**PROMPT**: Word for word, copy each record that comes after this.

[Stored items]
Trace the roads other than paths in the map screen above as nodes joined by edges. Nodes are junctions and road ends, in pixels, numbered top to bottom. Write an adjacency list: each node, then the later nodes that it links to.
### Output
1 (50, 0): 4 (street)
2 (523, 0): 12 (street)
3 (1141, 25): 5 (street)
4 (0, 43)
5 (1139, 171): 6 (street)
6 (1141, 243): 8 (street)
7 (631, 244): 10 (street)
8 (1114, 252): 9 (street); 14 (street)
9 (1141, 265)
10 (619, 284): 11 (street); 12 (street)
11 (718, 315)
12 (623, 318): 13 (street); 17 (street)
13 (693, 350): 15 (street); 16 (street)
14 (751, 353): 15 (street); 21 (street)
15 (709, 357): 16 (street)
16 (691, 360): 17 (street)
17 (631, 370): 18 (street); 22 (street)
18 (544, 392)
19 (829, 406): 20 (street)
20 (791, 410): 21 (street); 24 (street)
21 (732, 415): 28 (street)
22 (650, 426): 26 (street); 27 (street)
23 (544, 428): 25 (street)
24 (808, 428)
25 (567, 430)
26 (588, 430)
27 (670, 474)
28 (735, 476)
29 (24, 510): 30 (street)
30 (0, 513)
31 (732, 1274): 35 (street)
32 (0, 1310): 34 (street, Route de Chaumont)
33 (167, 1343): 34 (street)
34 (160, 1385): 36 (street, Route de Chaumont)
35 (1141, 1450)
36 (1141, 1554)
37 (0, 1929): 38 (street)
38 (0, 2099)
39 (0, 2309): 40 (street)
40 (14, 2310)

**ANSWER TO THE EXERCISE**:
Trace the roads other than paths in the map screen above as nodes joined by edges. Nodes are junctions and road ends, in pixels, numbered top to bottom. Write an adjacency list: each node, then the later nodes that it links to.
### Output
1 (50, 0): 4 (street)
2 (523, 0): 12 (street)
3 (1141, 25): 5 (street)
4 (0, 43)
5 (1139, 171): 6 (street)
6 (1141, 243): 8 (street)
7 (631, 244): 10 (street)
8 (1114, 252): 9 (street); 14 (street)
9 (1141, 265)
10 (619, 284): 11 (street); 12 (street)
11 (718, 315)
12 (623, 318): 13 (street); 17 (street)
13 (693, 350): 15 (street); 16 (street)
14 (751, 353): 15 (street); 21 (street)
15 (709, 357): 16 (street)
16 (691, 360): 17 (street)
17 (631, 370): 18 (street); 22 (street)
18 (544, 392)
19 (829, 406): 20 (street)
20 (791, 410): 21 (street); 24 (street)
21 (732, 415): 28 (street)
22 (650, 426): 26 (street); 27 (street)
23 (544, 428): 25 (street)
24 (808, 428)
25 (567, 430)
26 (588, 430)
27 (670, 474)
28 (735, 476)
29 (24, 510): 30 (street)
30 (0, 513)
31 (732, 1274): 35 (street)
32 (0, 1310): 34 (street, Route de Chaumont)
33 (167, 1343): 34 (street)
34 (160, 1385): 36 (street, Route de Chaumont)
35 (1141, 1450)
36 (1141, 1554)
37 (0, 1929): 38 (street)
38 (0, 2099)
39 (0, 2309): 40 (street)
40 (14, 2310)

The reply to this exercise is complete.